Hepatic Amyloidosis - When Looks are Deceptive!

The liver can be involved in many systemic diseases, including infectious, immunologic, metabolic, vascular, infiltrative, and neoplastic diseases. Amyloidosis is a rare systemic disorder characterized by the deposition of insoluble, fibril-forming amyloid proteins in the extracellular space of various organs and it is more frequently observed in the gastrointestinal tract, heart and kidney. Liver can also be involved but often remain clinically silent with abnormal liver function tests and organ enlargement. The clinical and imaging features of the disease are often nonspecific and a tissue biopsy is often required. Hepatic involvement of the systemic amyloidosis is usually presented as diffuse infiltration and hepatomegaly, but very rarely may appear as unusual focal mass.

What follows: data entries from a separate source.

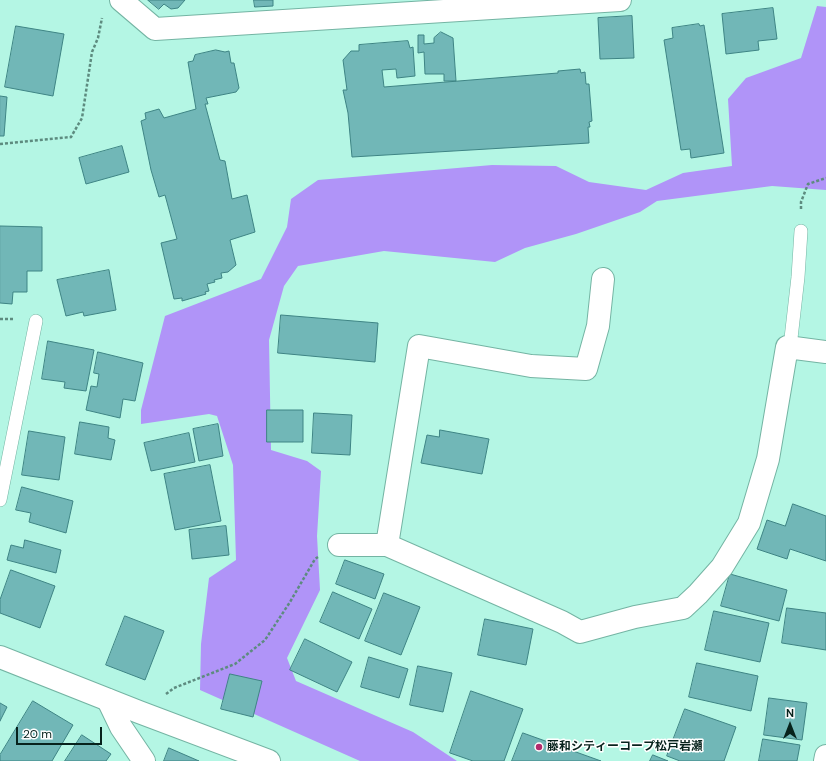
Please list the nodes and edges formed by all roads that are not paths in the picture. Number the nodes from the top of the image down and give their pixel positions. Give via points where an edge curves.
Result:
1 (121, 0) edge
2 (620, 0) edge
3 (434, 6) edge
4 (801, 231) road end
5 (603, 279) dead end
6 (36, 321) dead end
7 (790, 347) junction
8 (826, 352) edge
9 (0, 500) edge
10 (339, 545) road end
11 (387, 545) junction
12 (0, 656) edge
13 (108, 700) junction
14 (826, 756) edge
15 (144, 761) edge
16 (269, 761) edge
17 (825, 761) edge

1 - 3 street via 155,29
2 - 3 street
4 - 7 lane
5 - 11 street via 598,326 586,369 531,366 419,346
6 - 9 lane
7 - 8 street
7 - 11 street via 786,347 768,459 749,523 722,567 683,608 580,632
10 - 11 street
12 - 13 street
13 - 15 street via 121,727
13 - 16 street
14 - 17 street

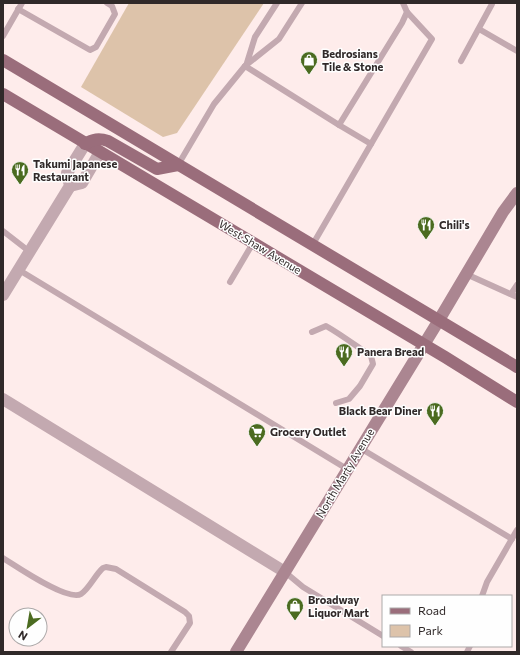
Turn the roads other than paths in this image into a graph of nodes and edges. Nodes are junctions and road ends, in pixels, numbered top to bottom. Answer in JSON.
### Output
{"nodes":[{"id":1,"x":107,"y":3,"type":"edge"},
{"id":2,"x":277,"y":3,"type":"edge"},
{"id":3,"x":302,"y":3,"type":"edge"},
{"id":4,"x":403,"y":3,"type":"edge"},
{"id":5,"x":492,"y":4,"type":"dead end"},
{"id":6,"x":20,"y":6,"type":"edge"},
{"id":7,"x":407,"y":12,"type":"junction"},
{"id":8,"x":479,"y":29,"type":"junction"},
{"id":9,"x":3,"y":36,"type":"edge"},
{"id":10,"x":517,"y":51,"type":"edge"},
{"id":11,"x":3,"y":60,"type":"edge"},
{"id":12,"x":462,"y":61,"type":"dead end"},
{"id":13,"x":245,"y":66,"type":"junction"},
{"id":14,"x":3,"y":94,"type":"edge"},
{"id":15,"x":339,"y":125,"type":"junction"},
{"id":16,"x":85,"y":144,"type":"junction"},
{"id":17,"x":371,"y":144,"type":"junction"},
{"id":18,"x":100,"y":152,"type":"junction"},
{"id":19,"x":178,"y":165,"type":"junction"},
{"id":20,"x":70,"y":186,"type":"junction"},
{"id":21,"x":515,"y":199,"type":"edge"},
{"id":22,"x":3,"y":232,"type":"edge"},
{"id":23,"x":253,"y":243,"type":"junction"},
{"id":24,"x":313,"y":244,"type":"junction"},
{"id":25,"x":30,"y":252,"type":"junction"},
{"id":26,"x":19,"y":270,"type":"junction"},
{"id":27,"x":466,"y":274,"type":"junction"},
{"id":28,"x":230,"y":282,"type":"dead end"},
{"id":29,"x":517,"y":285,"type":"edge"},
{"id":30,"x":3,"y":295,"type":"edge"},
{"id":31,"x":514,"y":295,"type":"edge"},
{"id":32,"x":439,"y":320,"type":"junction"},
{"id":33,"x":312,"y":332,"type":"dead end"},
{"id":34,"x":423,"y":344,"type":"junction"},
{"id":35,"x":517,"y":367,"type":"edge"},
{"id":36,"x":3,"y":399,"type":"edge"},
{"id":37,"x":517,"y":402,"type":"edge"},
{"id":38,"x":336,"y":403,"type":"dead end"},
{"id":39,"x":360,"y":448,"type":"junction"},
{"id":40,"x":348,"y":469,"type":"junction"},
{"id":41,"x":517,"y":530,"type":"edge"},
{"id":42,"x":512,"y":539,"type":"junction"},
{"id":43,"x":3,"y":558,"type":"edge"},
{"id":44,"x":285,"y":572,"type":"junction"},
{"id":45,"x":482,"y":595,"type":"edge"},
{"id":46,"x":382,"y":635,"type":"edge"},
{"id":47,"x":171,"y":652,"type":"edge"},
{"id":48,"x":236,"y":652,"type":"edge"}],
"edges":[{"from":1,"to":6,"type":"lane"},
{"from":2,"to":13,"type":"lane"},
{"from":3,"to":13,"type":"lane"},
{"from":4,"to":7,"type":"lane"},
{"from":5,"to":8,"type":"lane"},
{"from":6,"to":9,"type":"lane"},
{"from":7,"to":15,"type":"lane"},
{"from":7,"to":17,"type":"lane"},
{"from":8,"to":10,"type":"lane"},
{"from":8,"to":12,"type":"lane"},
{"from":11,"to":19,"type":"main road"},
{"from":13,"to":15,"type":"lane"},
{"from":13,"to":19,"type":"lane"},
{"from":14,"to":16,"type":"main road","name":"West Shaw Avenue"},
{"from":15,"to":17,"type":"lane"},
{"from":16,"to":18,"type":"main road","name":"West Shaw Avenue"},
{"from":16,"to":19,"type":"main road"},
{"from":16,"to":20,"type":"street"},
{"from":17,"to":24,"type":"lane"},
{"from":18,"to":20,"type":"street"},
{"from":18,"to":23,"type":"main road","name":"West Shaw Avenue"},
{"from":19,"to":24,"type":"main road"},
{"from":20,"to":25,"type":"street"},
{"from":21,"to":27,"type":"street","name":"North Marty Avenue"},
{"from":22,"to":25,"type":"lane"},
{"from":23,"to":28,"type":"lane"},
{"from":23,"to":34,"type":"main road","name":"West Shaw Avenue"},
{"from":24,"to":32,"type":"main road"},
{"from":25,"to":26,"type":"street"},
{"from":26,"to":30,"type":"street"},
{"from":26,"to":40,"type":"lane"},
{"from":27,"to":31,"type":"lane"},
{"from":27,"to":32,"type":"street","name":"North Marty Avenue"},
{"from":29,"to":31,"type":"lane"},
{"from":32,"to":34,"type":"street","name":"North Marty Avenue"},
{"from":32,"to":35,"type":"main road"},
{"from":33,"to":38,"type":"lane"},
{"from":34,"to":37,"type":"main road","name":"West Shaw Avenue"},
{"from":34,"to":39,"type":"street","name":"North Marty Avenue"},
{"from":36,"to":44,"type":"street"},
{"from":39,"to":40,"type":"street","name":"North Marty Avenue"},
{"from":39,"to":42,"type":"lane"},
{"from":40,"to":44,"type":"street","name":"North Marty Avenue"},
{"from":41,"to":42,"type":"lane"},
{"from":42,"to":45,"type":"lane"},
{"from":43,"to":47,"type":"lane"},
{"from":44,"to":46,"type":"lane"},
{"from":44,"to":48,"type":"street","name":"North Marty Avenue"}]}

Hepatic dysfunction is usually subclinical, however, in some patients, there is massive involvement of the liver could lead to acute liver failure, acute on chronic liver failure and decompensated cirrhosis of liver. We present the two rare cases of hepatic involvement of systemic amyloidosis. First case is of primary AL-systemic amyloidosis that presented as hepatic lesions, in the setting of plasma cell dyscrasia. Second case is of secondary AA-systemic amyloidosis that presented as decompensated chronic liver disease reported first time in literature which required liver transplantation.